Apenas 30 días han sido suficientes para que Estados Unidos y el mundo conozcan al Donald Trump repotenciado. Ya no fueron, pues necesarios los primeros 100 días, cuando era tradicional hacerlo, para realizar una primera evaluación del Gobierno estadounidense con los soportes iniciales del mandato de cuatro años. Bueno o malo: todavía no se sabe. Lo que sí es que, a como dé lugar y en un lapso tan corto, Trump busca una aceleración de la historia. O lo que en términos corrientes se conoce con aquel epíteto común, tan traído a cuento una y otra vez: revolución.
En efecto, si se acepta que una revolución es la aceleración de la historia, Trump parecería estar a sus anchas en ese escenario, por lo demás impredecible. Porque, ciertamente, esa impredecibilidad parecería ser, al mismo tiempo de su revolucionarismo intencional, su arma predilecta y categórica. Es decir, que la liebre salta por donde menos se piensa. La diferencia, claro está, consiste en que Trump gobierna la potencia por excelencia en el vertiginoso mundo de hoy y no se trata de cualquier revolución inane y periférica, de esas que, por lo general, son tan solo una costosa y caricaturesca pérdida de energía y un fracaso estruendoso.
En principio, sin embargo, algo comienza a quedar claro. En cierta medida Trump parece apremiado por dos variables, una psicológica y otra política. La primera, por razones de su edad, en la que el tiempo es más que oro y requiere multiplicarlo, haciéndolo más apreciable y efectivo. Sabe, por descontado, que la principal falencia de su antiguo contradictor, Joe Biden, al que finalmente derrotó, fue su reblandecimiento físico y mental. Ese, a la vez, puede ser su principal temor de hoy. Y la segunda, porque ya transcurre su segundo mandato, sin posibilidades de reelección, salvo que quiera adentrarse por la ruta insondable de modificar la prohibición legal vigente en Estados Unidos. Para lo cual tendría, como primer requisito, que presentar resultados positivos inmediatos, aparte de mostrarse vigoroso y saludable en esa trayectoria. O dejar sentadas las bases firmes para su sucesor o sucesora.

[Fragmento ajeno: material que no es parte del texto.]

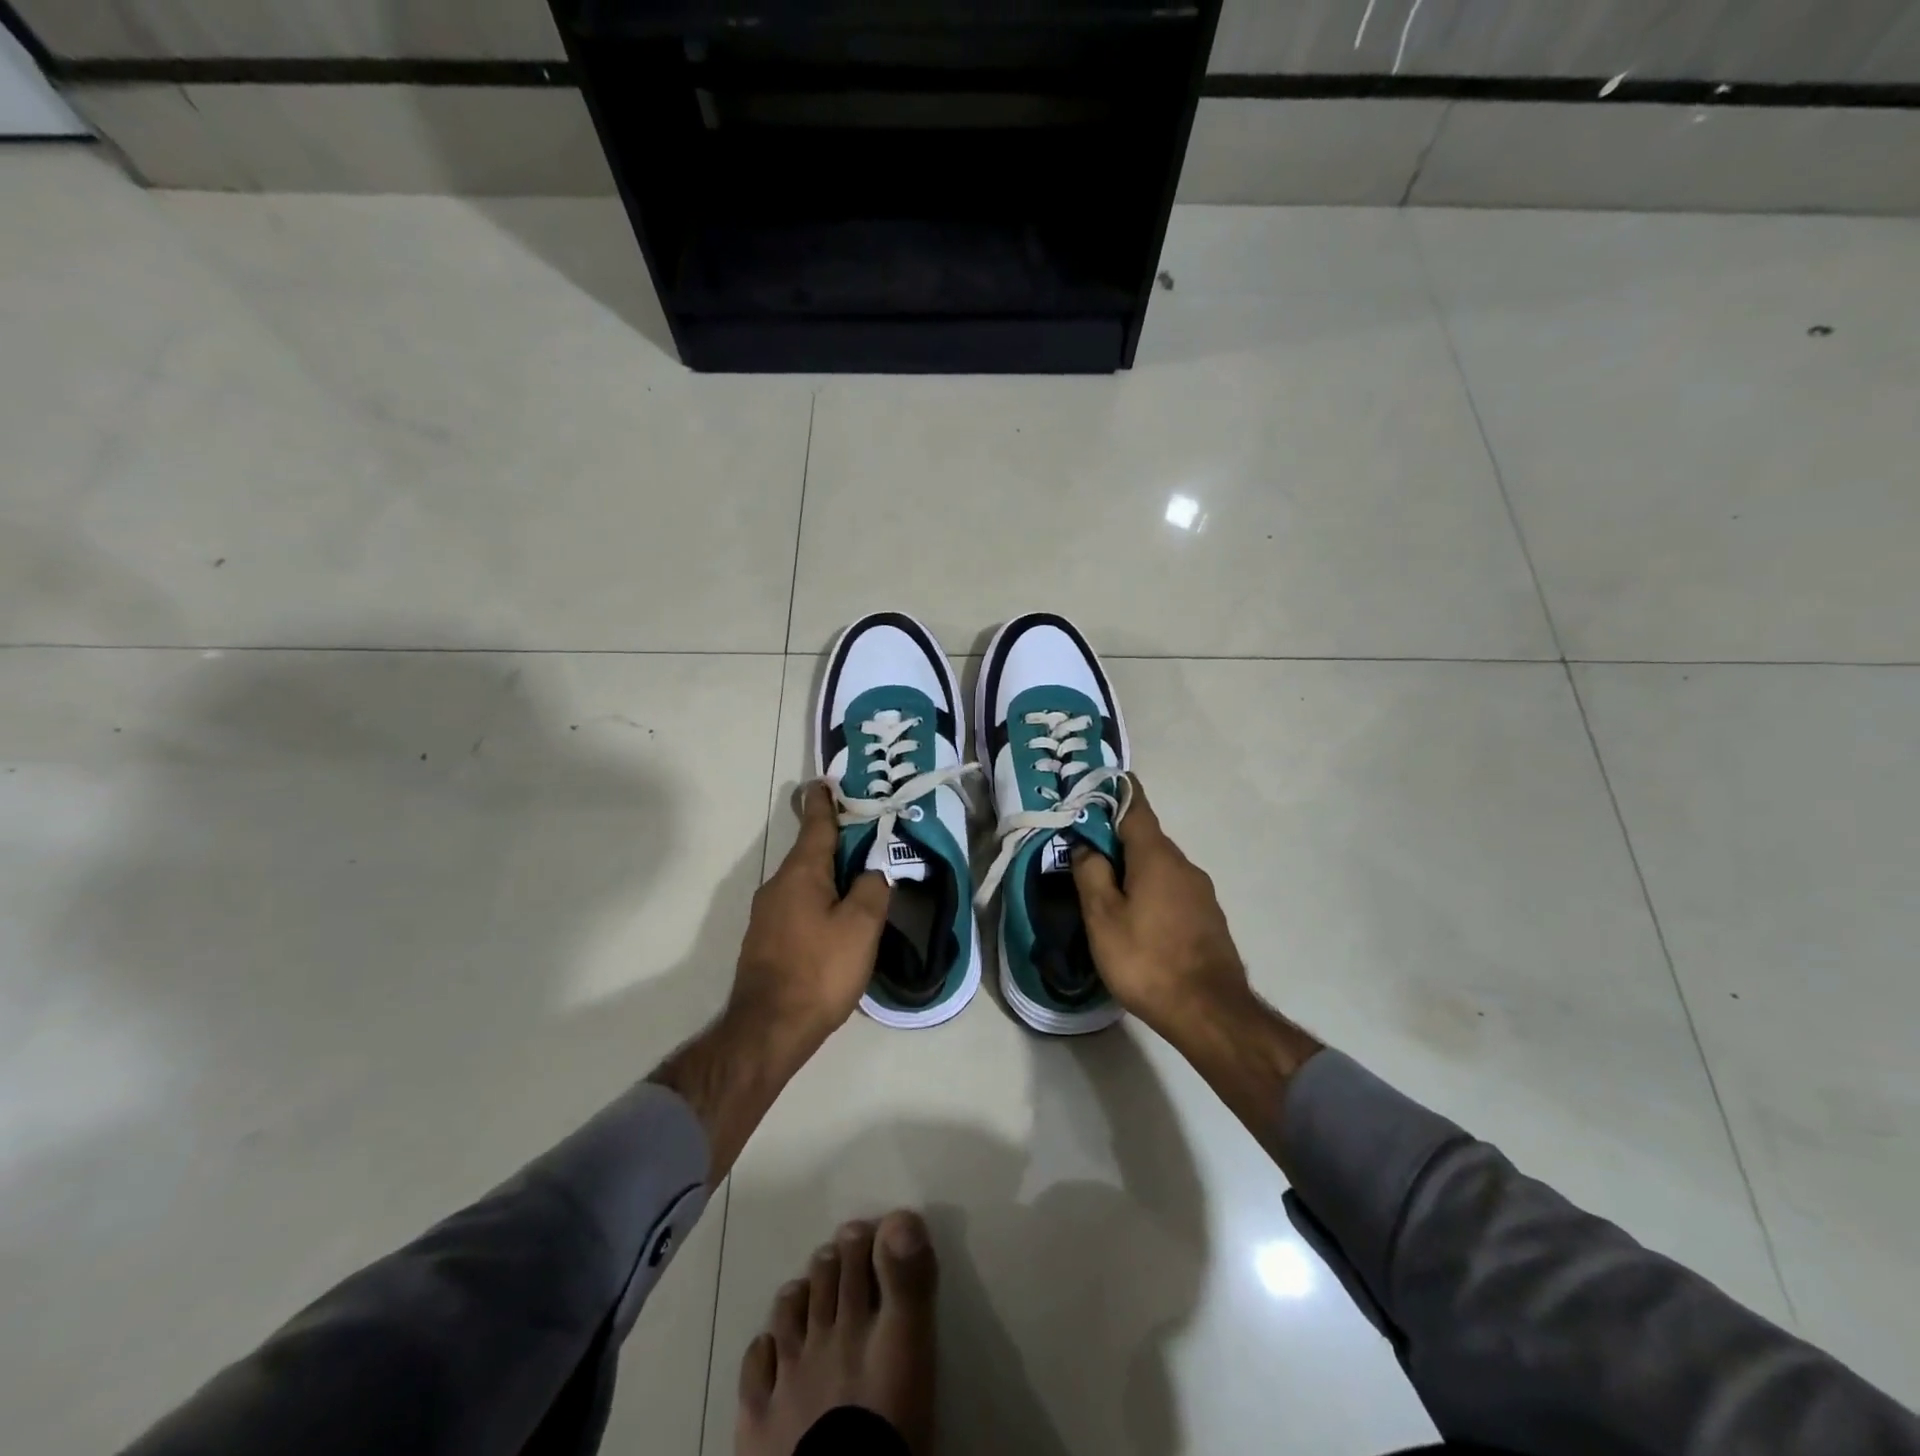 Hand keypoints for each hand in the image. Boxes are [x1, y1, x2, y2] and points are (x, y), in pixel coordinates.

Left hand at [731, 784, 890, 1043]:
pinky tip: (836, 916)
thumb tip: (874, 870)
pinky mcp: (766, 939)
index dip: (825, 803)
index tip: (825, 782)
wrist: (768, 1028)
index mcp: (801, 873)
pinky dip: (818, 897)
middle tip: (865, 833)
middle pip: (810, 852)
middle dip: (834, 839)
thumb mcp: (861, 926)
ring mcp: (767, 914)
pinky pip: (797, 904)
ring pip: (803, 880)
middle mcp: (778, 885)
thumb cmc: (820, 970)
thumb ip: (873, 889)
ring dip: (828, 872)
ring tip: (857, 875)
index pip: (816, 825)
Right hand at [1071, 777, 1255, 1038]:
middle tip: (1084, 851)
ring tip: (1106, 889)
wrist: (1209, 1012)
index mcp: (1156, 855)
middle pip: (1146, 837)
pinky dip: (1151, 890)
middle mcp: (1184, 864)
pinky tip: (1136, 918)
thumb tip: (1086, 845)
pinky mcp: (1208, 917)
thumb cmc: (1146, 959)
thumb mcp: (1103, 917)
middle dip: (1116, 838)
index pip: (1135, 805)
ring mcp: (1201, 892)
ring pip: (1160, 866)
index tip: (1093, 787)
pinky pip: (1172, 889)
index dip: (1114, 792)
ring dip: (1133, 868)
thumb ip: (1090, 873) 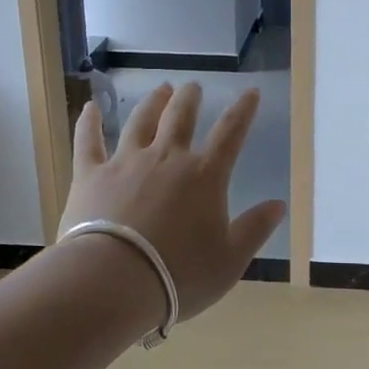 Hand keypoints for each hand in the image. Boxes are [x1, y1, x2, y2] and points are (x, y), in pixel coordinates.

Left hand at [60, 81, 286, 320]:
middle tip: (193, 86)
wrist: (113, 281)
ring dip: (153, 102)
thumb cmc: (179, 275)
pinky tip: (90, 107)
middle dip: (190, 98)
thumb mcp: (230, 260)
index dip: (243, 110)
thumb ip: (255, 229)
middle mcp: (167, 158)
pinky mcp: (91, 175)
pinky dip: (89, 122)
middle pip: (181, 117)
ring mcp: (126, 162)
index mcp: (205, 175)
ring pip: (141, 121)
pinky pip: (89, 141)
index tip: (251, 92)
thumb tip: (279, 204)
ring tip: (160, 89)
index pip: (231, 133) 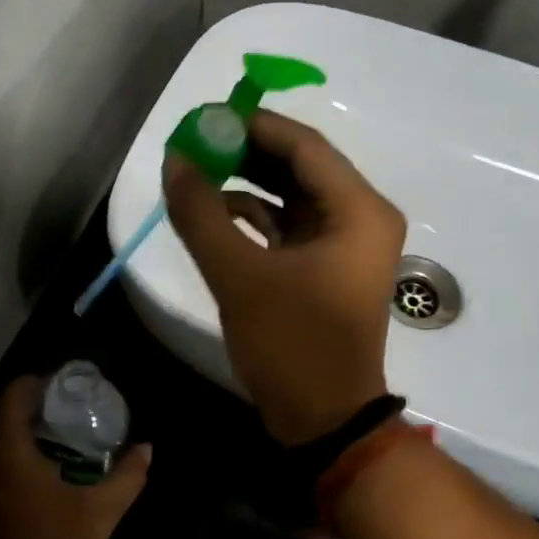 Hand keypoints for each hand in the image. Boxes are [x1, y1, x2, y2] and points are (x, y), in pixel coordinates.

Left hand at [0, 377, 150, 538]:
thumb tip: (147, 448)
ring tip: (47, 442)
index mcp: (7, 454)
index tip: (56, 384)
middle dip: (24, 410)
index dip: (32, 384)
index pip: (11, 399)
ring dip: (12, 439)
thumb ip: (127, 476)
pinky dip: (3, 465)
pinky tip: (30, 480)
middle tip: (57, 411)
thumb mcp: (101, 512)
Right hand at [163, 109, 405, 445]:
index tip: (203, 117)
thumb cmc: (292, 345)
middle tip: (194, 142)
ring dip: (248, 183)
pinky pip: (291, 226)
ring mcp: (347, 245)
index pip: (304, 146)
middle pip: (301, 165)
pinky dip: (256, 217)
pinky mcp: (328, 268)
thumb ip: (202, 213)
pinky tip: (216, 214)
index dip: (251, 126)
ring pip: (294, 195)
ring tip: (197, 172)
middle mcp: (362, 218)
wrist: (324, 420)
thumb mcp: (239, 277)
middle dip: (246, 152)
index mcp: (359, 211)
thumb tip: (176, 159) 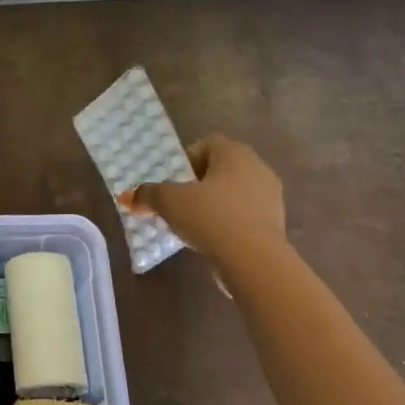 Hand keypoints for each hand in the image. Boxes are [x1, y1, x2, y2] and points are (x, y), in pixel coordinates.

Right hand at [121, 133, 286, 288]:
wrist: (253, 259)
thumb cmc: (210, 217)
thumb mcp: (168, 202)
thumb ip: (147, 195)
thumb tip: (129, 198)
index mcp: (235, 153)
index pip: (208, 144)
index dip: (187, 159)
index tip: (173, 180)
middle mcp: (258, 168)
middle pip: (221, 169)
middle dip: (198, 184)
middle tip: (178, 202)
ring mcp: (271, 197)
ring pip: (234, 194)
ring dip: (214, 205)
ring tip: (193, 224)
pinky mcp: (275, 224)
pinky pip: (245, 216)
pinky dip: (228, 223)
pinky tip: (212, 240) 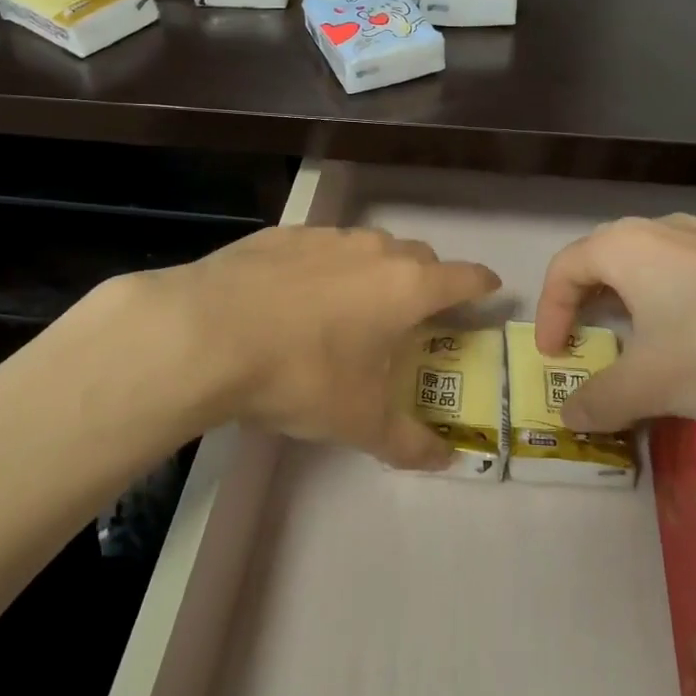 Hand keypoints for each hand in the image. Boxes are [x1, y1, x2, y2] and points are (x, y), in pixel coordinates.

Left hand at [91, 226, 500, 468]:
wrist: (206, 332)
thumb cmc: (300, 374)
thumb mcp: (358, 421)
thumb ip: (408, 442)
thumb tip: (445, 461)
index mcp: (406, 287)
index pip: (463, 276)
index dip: (481, 284)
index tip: (489, 290)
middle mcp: (373, 250)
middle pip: (418, 256)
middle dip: (426, 279)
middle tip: (415, 313)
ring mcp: (325, 236)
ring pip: (368, 246)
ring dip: (374, 270)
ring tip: (353, 305)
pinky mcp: (282, 234)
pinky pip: (320, 246)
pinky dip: (325, 266)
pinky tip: (297, 294)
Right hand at [535, 214, 695, 431]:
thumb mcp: (651, 386)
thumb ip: (600, 400)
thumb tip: (569, 417)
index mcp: (626, 246)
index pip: (565, 269)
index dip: (549, 312)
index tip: (555, 355)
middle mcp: (664, 228)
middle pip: (606, 258)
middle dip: (588, 300)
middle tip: (589, 339)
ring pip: (653, 261)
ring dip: (634, 298)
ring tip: (644, 338)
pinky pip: (695, 269)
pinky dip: (678, 298) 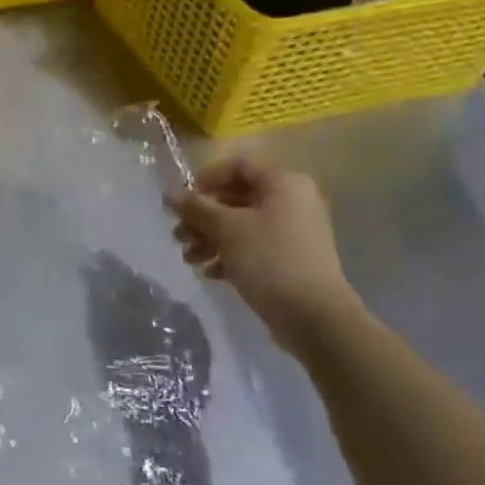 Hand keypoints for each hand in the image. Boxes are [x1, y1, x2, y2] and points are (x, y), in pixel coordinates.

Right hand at [168, 157, 361, 348]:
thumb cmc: (269, 260)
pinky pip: (252, 247)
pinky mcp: (290, 259)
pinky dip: (228, 255)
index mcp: (283, 184)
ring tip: (189, 258)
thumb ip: (196, 208)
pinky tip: (210, 273)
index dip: (204, 180)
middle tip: (178, 235)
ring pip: (240, 225)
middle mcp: (292, 202)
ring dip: (209, 238)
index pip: (236, 166)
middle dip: (202, 216)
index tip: (182, 202)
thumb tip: (170, 194)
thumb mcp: (226, 229)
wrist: (315, 318)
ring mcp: (292, 232)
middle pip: (235, 198) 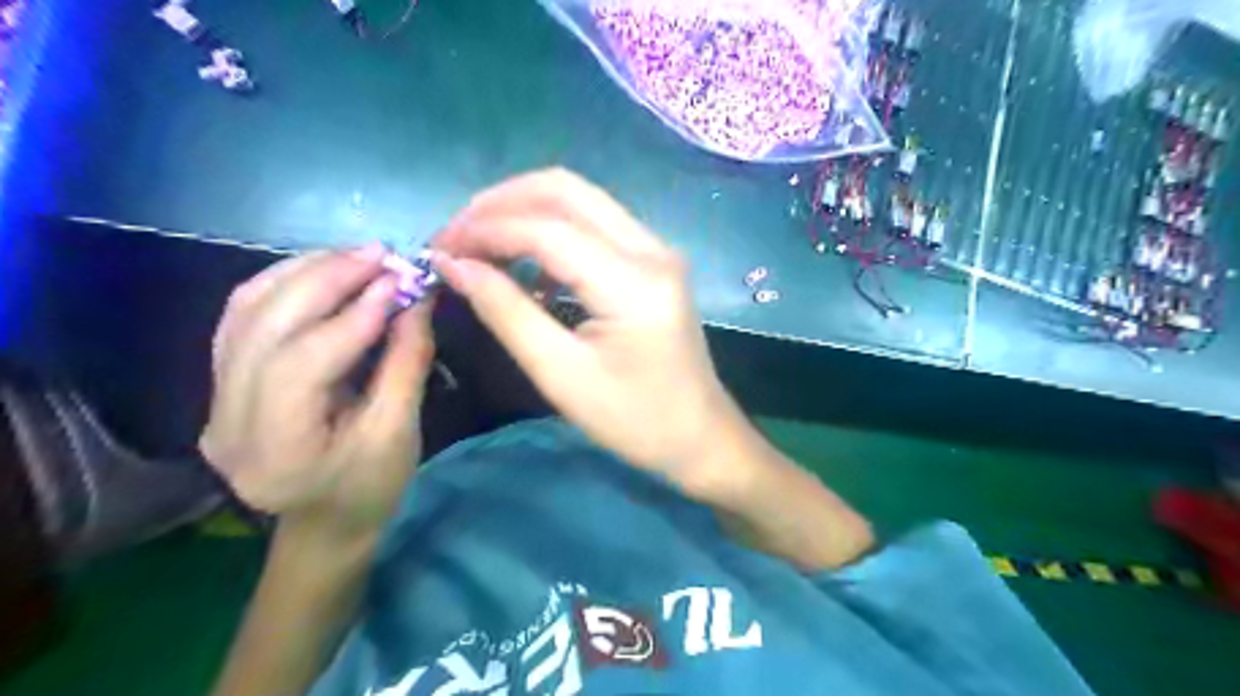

Bajo la anterior perspectiva es que el presidente norteamericano ha pretendido, en este mes, dejar claro que no está inscrito en una evolución política gradual, sino en la revolución, si bien pacífica, con todas sus incidencias telúricas, tanto internas como externas. En todo caso, su actividad permanente lo lleva a perderse en las fauces del histrionismo que, por su parte, le ha servido en sus propósitos de ser el histrión por antonomasia de las nuevas tecnologías mundiales y el tiempo real. Ciertamente, ninguno en el orbe le compite en esa eléctrica realidad contemporánea.
Pero sería un error pensar que todo se trata de un mundo virtual, como en cambio sí ocurre con muchos que se pierden en las nubes galácticas. En 30 días Trump ha revuelto la olla, inclusive con sus solos enunciados. Frente a las muy incipientes tratativas de la paz en Ucrania, por ejemplo, sobre las que ya lo acusan de ser un Chamberlain (Neville) frente a Putin, aún no se sabe mayor cosa. Pero lo que sí es un hecho es que Europa debe despertar de su letargo de décadas y preocuparse por su propia seguridad (como ahora parece una directriz impostergable). Al igual que también es claro que la política internacional en el Medio Oriente debe ser mucho más proactiva, verbi gracia, mejorando las condiciones de Gaza con un tratamiento acertado y creativo del problema palestino, atado aún hoy a las vernáculas consecuencias de la Primera Guerra Mundial.
En realidad, lo que verdaderamente interesa a Trump es China, país que ha demostrado ponerse en las tres últimas décadas a la vanguardia tecnológica, a diferencia de Rusia o Europa, y que tiene a Estados Unidos a la saga en algunos aspectos. ¿Se llegará a algún punto de encuentro?
A la larga es un contrasentido, por supuesto, que llegue a ser por el anacronismo arancelario que Estados Unidos, campeón del libre comercio, pueda proclamar su preeminencia económica, que además ya la tiene y con creces. Elevar el costo del mercado interno, acaso para bajar los impuestos de los contribuyentes, es una salida, aunque por anticipado el estímulo a la producción nacional y promover ampliamente el clima de los negocios, motor del empleo, es lo conveniente. Incluida, desde luego, la drástica disminución de la burocracia parasitaria. El menor Estado, es el mejor Estado. Y muy seguramente en eso Trump no va a cejar.
Faltando todavía más de dos meses para los primeros 100 días es prematura una evaluación concreta. Pero sí, aunque muchos quieran que Trump sea apenas un convidado de piedra episódico, desde ya se puede tener la certeza de que eso es lo único que no va a ocurrir.